▶ _Work order_: Locate every line below that contains the word "paths" and copy it.

[Records from a data source]
•••••

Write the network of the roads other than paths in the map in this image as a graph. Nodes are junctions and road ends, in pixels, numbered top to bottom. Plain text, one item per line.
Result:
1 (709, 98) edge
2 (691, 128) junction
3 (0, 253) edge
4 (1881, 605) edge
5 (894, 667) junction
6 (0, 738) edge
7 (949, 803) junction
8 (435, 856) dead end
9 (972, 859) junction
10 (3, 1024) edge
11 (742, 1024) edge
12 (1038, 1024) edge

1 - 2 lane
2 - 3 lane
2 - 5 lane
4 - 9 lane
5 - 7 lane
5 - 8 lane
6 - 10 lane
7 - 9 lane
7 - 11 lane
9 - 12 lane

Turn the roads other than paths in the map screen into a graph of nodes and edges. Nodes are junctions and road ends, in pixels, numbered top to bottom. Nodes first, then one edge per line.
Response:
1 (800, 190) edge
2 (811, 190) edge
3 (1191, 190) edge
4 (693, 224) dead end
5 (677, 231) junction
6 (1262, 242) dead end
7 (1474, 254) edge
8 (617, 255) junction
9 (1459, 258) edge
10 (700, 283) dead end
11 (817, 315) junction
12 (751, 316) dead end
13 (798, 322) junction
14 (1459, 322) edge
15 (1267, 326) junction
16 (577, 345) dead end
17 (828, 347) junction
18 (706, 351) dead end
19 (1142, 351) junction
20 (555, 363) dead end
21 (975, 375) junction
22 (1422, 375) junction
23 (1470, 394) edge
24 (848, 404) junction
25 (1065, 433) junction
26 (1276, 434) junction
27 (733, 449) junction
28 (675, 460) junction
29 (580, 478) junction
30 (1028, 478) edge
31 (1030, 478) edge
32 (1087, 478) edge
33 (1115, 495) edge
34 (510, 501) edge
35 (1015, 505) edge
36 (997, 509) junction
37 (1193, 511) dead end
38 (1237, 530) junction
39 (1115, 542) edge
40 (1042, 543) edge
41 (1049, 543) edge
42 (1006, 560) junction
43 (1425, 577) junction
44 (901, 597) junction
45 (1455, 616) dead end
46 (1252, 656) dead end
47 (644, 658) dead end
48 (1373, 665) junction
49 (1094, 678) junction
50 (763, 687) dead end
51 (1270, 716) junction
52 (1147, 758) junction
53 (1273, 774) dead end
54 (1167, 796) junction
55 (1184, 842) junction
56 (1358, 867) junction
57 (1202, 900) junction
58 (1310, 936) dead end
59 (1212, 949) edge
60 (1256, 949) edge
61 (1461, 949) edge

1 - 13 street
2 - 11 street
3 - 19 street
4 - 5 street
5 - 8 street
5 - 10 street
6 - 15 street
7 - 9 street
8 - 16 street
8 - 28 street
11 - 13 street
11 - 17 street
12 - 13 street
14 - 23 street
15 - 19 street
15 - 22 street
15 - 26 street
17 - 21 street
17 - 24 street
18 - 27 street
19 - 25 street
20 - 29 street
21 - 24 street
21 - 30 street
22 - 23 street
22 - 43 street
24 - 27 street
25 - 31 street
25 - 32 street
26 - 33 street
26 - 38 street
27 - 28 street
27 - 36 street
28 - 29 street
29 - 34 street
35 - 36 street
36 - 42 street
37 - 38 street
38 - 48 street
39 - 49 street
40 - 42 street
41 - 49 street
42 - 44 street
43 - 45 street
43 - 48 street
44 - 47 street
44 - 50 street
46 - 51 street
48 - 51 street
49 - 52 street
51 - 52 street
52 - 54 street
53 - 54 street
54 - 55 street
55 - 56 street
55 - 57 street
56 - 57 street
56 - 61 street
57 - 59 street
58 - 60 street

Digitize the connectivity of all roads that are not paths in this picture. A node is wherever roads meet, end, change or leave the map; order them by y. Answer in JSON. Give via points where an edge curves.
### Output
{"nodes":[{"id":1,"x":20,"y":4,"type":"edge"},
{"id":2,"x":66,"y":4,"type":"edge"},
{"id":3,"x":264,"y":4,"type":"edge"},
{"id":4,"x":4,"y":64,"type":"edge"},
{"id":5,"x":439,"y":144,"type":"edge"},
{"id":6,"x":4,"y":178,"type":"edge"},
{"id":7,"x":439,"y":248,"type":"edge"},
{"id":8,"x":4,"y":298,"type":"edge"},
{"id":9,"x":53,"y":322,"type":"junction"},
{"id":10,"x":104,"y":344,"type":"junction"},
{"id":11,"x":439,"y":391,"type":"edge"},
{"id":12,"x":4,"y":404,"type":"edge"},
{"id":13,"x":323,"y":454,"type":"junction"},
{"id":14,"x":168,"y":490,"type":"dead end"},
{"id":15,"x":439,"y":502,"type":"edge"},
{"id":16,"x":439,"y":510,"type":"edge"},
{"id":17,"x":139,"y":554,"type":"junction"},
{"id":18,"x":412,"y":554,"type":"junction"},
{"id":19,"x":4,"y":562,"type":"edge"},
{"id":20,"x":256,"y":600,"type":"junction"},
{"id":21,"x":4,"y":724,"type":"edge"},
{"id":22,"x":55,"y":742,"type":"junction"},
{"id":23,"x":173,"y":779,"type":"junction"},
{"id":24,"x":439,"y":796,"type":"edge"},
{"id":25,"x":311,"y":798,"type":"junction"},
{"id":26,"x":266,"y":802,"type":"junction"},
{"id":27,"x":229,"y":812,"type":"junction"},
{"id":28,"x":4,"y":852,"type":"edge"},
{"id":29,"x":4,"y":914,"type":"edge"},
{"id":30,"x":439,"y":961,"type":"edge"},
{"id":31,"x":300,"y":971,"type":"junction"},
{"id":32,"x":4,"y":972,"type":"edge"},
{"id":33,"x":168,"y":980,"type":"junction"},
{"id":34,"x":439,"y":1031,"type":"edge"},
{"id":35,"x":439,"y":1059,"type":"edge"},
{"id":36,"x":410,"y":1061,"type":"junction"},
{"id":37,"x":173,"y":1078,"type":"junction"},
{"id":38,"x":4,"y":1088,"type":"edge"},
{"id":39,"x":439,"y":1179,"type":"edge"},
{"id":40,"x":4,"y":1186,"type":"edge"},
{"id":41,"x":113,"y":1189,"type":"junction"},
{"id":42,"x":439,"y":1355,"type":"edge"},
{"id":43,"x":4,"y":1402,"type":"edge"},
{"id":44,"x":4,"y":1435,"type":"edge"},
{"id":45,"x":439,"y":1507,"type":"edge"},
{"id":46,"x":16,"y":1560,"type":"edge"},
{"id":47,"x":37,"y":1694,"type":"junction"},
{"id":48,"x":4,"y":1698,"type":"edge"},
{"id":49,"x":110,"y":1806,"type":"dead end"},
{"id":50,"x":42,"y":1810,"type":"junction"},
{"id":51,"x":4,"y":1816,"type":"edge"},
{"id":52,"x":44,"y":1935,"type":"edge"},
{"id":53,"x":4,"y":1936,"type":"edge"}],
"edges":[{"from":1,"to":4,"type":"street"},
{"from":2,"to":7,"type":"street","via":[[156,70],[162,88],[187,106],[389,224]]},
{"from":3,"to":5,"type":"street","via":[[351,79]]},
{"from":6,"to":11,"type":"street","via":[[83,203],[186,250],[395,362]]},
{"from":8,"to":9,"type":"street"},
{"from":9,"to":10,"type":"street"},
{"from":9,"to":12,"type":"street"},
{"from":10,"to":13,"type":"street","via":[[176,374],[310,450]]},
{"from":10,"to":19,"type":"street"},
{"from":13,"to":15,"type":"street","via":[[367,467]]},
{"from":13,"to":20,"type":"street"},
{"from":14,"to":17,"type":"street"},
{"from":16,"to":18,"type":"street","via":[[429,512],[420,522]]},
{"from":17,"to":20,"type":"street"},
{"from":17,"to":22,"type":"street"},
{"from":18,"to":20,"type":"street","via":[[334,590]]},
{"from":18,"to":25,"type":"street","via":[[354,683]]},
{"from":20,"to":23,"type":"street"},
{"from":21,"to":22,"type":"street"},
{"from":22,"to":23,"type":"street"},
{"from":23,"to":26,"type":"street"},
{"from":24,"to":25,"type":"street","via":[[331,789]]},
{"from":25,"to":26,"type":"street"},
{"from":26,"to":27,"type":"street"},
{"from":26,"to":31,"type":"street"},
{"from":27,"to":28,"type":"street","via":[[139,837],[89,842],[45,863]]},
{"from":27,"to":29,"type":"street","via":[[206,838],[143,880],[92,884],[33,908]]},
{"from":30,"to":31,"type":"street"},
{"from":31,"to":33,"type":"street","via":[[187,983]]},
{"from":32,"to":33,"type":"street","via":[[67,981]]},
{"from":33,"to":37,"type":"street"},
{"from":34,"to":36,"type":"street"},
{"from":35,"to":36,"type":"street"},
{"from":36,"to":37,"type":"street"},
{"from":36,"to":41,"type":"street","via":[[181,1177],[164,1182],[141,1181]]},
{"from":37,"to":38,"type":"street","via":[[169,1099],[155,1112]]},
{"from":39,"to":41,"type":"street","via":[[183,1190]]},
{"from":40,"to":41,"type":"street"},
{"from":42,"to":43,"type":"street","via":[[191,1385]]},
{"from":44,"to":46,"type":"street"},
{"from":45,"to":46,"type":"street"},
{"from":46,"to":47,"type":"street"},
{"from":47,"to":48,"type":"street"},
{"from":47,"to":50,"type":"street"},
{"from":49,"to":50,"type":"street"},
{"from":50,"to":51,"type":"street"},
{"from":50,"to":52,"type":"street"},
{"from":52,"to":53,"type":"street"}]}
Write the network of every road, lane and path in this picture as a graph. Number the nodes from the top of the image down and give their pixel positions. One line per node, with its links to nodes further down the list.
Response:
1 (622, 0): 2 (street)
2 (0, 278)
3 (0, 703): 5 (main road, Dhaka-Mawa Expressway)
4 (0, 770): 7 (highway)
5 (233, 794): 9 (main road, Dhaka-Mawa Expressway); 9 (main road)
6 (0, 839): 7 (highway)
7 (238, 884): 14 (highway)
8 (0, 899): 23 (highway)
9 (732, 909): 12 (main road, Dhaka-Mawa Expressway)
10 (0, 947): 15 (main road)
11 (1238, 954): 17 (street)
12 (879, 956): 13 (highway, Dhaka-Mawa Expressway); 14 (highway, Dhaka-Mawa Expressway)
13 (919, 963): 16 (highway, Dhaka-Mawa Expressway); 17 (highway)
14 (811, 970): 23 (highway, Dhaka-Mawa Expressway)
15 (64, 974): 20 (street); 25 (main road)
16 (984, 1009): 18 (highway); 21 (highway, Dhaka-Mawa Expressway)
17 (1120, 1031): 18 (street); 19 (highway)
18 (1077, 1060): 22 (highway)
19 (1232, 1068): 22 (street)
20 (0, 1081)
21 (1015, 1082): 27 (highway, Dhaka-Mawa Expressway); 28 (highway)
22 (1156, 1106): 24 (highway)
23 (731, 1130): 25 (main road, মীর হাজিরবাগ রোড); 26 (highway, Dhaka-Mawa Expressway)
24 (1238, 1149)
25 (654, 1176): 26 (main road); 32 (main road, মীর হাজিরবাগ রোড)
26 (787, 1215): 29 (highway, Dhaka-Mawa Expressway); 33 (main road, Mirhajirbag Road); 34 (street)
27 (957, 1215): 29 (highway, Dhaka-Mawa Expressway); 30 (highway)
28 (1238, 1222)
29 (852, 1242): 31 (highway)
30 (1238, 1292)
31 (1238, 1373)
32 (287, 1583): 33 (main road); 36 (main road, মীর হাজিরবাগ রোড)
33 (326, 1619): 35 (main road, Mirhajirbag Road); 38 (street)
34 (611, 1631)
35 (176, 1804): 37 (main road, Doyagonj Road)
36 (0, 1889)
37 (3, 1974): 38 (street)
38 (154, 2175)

•••••

▶ _Exercise answer_:
Write the network of the roads other than paths in the map in this image as a graph. Nodes are junctions and road ends, in pixels, numbered top to bottom. Plain text, one item per line.
Turn the roads other than paths in the map screen into a graph of nodes and edges. Nodes are junctions and road ends, in pixels, numbered top to bottom. Nodes first, then one edge per line.
Digitize the connectivity of all roads that are not paths in this picture. A node is wherever roads meet, end, change or leave the map; order them by y. Answer in JSON. Give via points where an edge curves.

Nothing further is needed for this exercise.